* _Data for this exercise_
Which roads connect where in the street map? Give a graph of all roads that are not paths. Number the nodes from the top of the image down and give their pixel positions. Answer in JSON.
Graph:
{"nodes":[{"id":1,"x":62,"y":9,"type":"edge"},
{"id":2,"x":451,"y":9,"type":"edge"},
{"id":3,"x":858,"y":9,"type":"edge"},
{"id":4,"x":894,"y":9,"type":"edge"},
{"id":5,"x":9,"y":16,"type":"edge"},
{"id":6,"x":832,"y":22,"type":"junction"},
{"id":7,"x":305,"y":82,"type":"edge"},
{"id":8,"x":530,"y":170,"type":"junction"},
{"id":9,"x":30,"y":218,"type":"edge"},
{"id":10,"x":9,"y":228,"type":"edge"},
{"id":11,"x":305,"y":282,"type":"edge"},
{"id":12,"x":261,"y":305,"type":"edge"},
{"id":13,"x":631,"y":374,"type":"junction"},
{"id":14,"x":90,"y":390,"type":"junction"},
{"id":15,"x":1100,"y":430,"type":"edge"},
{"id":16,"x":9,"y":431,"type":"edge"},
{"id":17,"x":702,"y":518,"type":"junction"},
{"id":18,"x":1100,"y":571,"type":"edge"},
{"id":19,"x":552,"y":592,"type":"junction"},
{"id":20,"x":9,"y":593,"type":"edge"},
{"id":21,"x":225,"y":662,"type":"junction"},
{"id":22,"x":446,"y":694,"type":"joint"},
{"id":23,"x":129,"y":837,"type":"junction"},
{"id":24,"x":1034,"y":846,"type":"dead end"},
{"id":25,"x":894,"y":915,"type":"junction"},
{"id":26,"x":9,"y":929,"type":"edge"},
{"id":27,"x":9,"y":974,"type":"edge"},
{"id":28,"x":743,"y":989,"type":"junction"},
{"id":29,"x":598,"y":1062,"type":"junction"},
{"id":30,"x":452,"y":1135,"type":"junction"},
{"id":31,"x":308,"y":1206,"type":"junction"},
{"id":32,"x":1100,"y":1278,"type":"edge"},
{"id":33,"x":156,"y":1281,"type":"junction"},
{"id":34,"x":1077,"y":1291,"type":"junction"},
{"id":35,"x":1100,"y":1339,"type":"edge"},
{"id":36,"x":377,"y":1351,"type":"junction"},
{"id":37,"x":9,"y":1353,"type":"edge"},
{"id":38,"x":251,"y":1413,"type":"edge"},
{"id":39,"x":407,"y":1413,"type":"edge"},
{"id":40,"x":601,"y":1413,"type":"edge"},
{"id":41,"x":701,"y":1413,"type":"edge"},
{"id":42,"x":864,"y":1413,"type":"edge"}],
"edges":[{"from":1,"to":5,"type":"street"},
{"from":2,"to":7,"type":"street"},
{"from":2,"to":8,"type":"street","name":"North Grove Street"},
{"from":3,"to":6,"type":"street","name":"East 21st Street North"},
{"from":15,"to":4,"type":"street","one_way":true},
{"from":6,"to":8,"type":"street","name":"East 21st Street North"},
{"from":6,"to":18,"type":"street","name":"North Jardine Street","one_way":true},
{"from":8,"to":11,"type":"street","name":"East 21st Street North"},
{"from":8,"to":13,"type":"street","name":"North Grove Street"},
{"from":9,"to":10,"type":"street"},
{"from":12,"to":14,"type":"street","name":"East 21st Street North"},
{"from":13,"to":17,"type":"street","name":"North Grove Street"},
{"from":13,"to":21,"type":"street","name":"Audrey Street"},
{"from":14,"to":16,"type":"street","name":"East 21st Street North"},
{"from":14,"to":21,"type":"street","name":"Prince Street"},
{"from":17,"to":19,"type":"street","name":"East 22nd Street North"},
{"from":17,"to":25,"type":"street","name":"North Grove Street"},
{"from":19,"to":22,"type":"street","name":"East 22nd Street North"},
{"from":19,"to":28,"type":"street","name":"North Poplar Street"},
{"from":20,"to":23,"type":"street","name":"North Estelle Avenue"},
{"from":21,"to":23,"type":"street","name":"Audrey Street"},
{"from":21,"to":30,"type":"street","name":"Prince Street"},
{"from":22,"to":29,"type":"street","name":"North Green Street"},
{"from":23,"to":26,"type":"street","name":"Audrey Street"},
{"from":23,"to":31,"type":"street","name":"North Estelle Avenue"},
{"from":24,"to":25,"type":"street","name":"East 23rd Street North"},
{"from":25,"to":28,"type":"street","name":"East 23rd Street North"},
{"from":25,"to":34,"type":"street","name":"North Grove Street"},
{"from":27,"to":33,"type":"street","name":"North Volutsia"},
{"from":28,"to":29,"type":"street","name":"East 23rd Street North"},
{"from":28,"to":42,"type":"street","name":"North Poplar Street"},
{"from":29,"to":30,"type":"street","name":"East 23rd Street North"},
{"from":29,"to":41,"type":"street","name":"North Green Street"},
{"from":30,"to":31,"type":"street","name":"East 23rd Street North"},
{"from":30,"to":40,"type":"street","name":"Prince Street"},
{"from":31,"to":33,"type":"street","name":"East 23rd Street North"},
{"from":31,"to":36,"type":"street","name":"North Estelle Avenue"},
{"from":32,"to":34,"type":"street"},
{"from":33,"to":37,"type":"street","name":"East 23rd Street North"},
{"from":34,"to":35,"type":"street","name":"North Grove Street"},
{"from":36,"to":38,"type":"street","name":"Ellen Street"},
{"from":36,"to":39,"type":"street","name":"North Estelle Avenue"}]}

* _Task description_
Repeat the whole listing exactly, keeping every line intact.

* _Worked solution_
Which roads connect where in the street map? Give a graph of all roads that are not paths. Number the nodes from the top of the image down and give their pixel positions. Answer in JSON.
Graph:
{"nodes":[{"id":1,"x":62,"y":9,"type":"edge"},
{"id":2,"x":451,"y":9,"type":"edge"},
{"id":3,"x":858,"y":9,"type":"edge"},
{"id":4,"x":894,"y":9,"type":"edge"},
{"id":5,"x":9,"y":16,"type":"edge"},
{"id":6,"x":832,"y":22,"type":"junction"},
{"id":7,"x":305,"y":82,"type":"edge"},
{"id":8,"x":530,"y":170,"type":"junction"},
{"id":9,"x":30,"y":218,"type":"edge"},
{"id":10,"x":9,"y":228,"type":"edge"},
{"id":11,"x":305,"y":282,"type":"edge"},
{"id":12,"x":261,"y":305,"type":"edge"},
{"id":13,"x":631,"y":374,"type":"junction"},
{"id":14,"x":90,"y":390,"type":"junction"},
{"id":15,"x":1100,"y":430,"type":"edge"},
{"id":16,"x":9,"y":431,"type":"edge"},
{"id":17,"x":702,"y":518,"type":"junction"},
{"id":18,"x":1100,"y":571,"type":"edge"},
{"id":19,"x":552,"y":592,"type":"junction"},
{"id":20,"x":9,"y":593,"type":"edge"},
{"id":21,"x":225,"y":662,"type":"junction"},
{"id":22,"x":446,"y":694,"type":"joint"},
{"id":23,"x":129,"y":837,"type":"junction"},
{"id":24,"x":1034,"y":846,"type":"dead end"},
{"id":25,"x":894,"y":915,"type":"junction"},
{"id":26,"x":9,"y":929,"type":"edge"},
{"id":27,"x":9,"y":974,"type":"edge"},
{"id":28,"x":743,"y":989,"type":"junction"},
{"id":29,"x":598,"y":1062,"type":"junction"},
{"id":30,"x":452,"y":1135,"type":"junction"},
{"id":31,"x":308,"y":1206,"type":"junction"},
{"id":32,"x":1100,"y":1278,"type":"edge"},
{"id":33,"x":156,"y":1281,"type":"junction"},
{"id":34,"x":1077,"y":1291,"type":"junction"},
{"id":35,"x":1100,"y":1339,"type":"edge"},
{"id":36,"x":377,"y":1351,"type":"junction"},
{"id":37,"x":9,"y":1353,"type":"edge"},
{"id":38,"x":251,"y":1413,"type":"edge"},
{"id":39,"x":407,"y":1413,"type":"edge"},
{"id":40,"x":601,"y":1413,"type":"edge"},
{"id":41,"x":701,"y":1413,"type":"edge"},
{"id":42,"x":864,"y":1413,"type":"edge"}],
"edges":[{"from":1,"to":5,"type":"street"},
{"from":2,"to":7,"type":"street"},
{"from":2,"to":8,"type":"street","name":"North Grove Street"},
{"from":3,"to":6,"type":"street","name":"East 21st Street North"},
{"from":15,"to":4,"type":"street","one_way":true},
{"from":6,"to":8,"type":"street","name":"East 21st Street North"},
{"from":6,"to":18,"type":"street","name":"North Jardine Street","one_way":true},
{"from":8,"to":11,"type":"street","name":"East 21st Street North"},
{"from":8,"to":13,"type":"street","name":"North Grove Street"},
{"from":9,"to":10,"type":"street"},
{"from":12,"to":14,"type":"street","name":"East 21st Street North"},
{"from":13,"to":17,"type":"street","name":"North Grove Street"},
{"from":13,"to":21,"type":"street","name":"Audrey Street"},
{"from":14,"to":16,"type":"street","name":"East 21st Street North"},
{"from":14,"to":21,"type":"street","name":"Prince Street"},
{"from":17,"to":19,"type":"street","name":"East 22nd Street North"},
{"from":17,"to":25,"type":"street","name":"North Grove Street"},
{"from":19,"to":22,"type":"street","name":"East 22nd Street North"},
{"from":19,"to":28,"type":"street","name":"North Poplar Street"},
{"from":20,"to":23,"type":"street","name":"North Estelle Avenue"},
{"from":21,"to":23,"type":"street","name":"Audrey Street"},
{"from":21,"to":30,"type":"street","name":"Prince Street"},
{"from":22,"to":29,"type":"street","name":"North Green Street"},
{"from":23,"to":26,"type":"street","name":"Audrey Street"},
{"from":23,"to":31,"type":"street","name":"North Estelle Avenue"},
{"from":24,"to":25,"type":"street","name":"East 23rd Street North"},
{"from":25,"to":28,"type":"street","name":"East 23rd Street North"},
{"from":25,"to":34,"type":"street","name":"North Grove Street"},
{"from":27,"to":33,"type":"street","name":"North Volutsia"},
{"from":28,"to":29,"type":"street","name":"East 23rd Street North"},
{"from":28,"to":42,"type":"street","name":"North Poplar Street"},
{"from":29,"to":30,"type":"street","name":"East 23rd Street North"},
{"from":29,"to":41,"type":"street","name":"North Green Street"},
{"from":30,"to":31,"type":"street","name":"East 23rd Street North"},
{"from":30,"to":40,"type":"street","name":"Prince Street"},
{"from":31,"to":33,"type":"street","name":"East 23rd Street North"},
{"from":31,"to":36,"type":"street","name":"North Estelle Avenue"},
{"from":32,"to":34,"type":"street"},
{"from":33,"to":37,"type":"street","name":"East 23rd Street North"},
{"from":34,"to":35,"type":"street","name":"North Grove Street"},
{"from":36,"to":38,"type":"street","name":"Ellen Street"},
{"from":36,"to":39,"type":"street","name":"North Estelle Avenue"}]}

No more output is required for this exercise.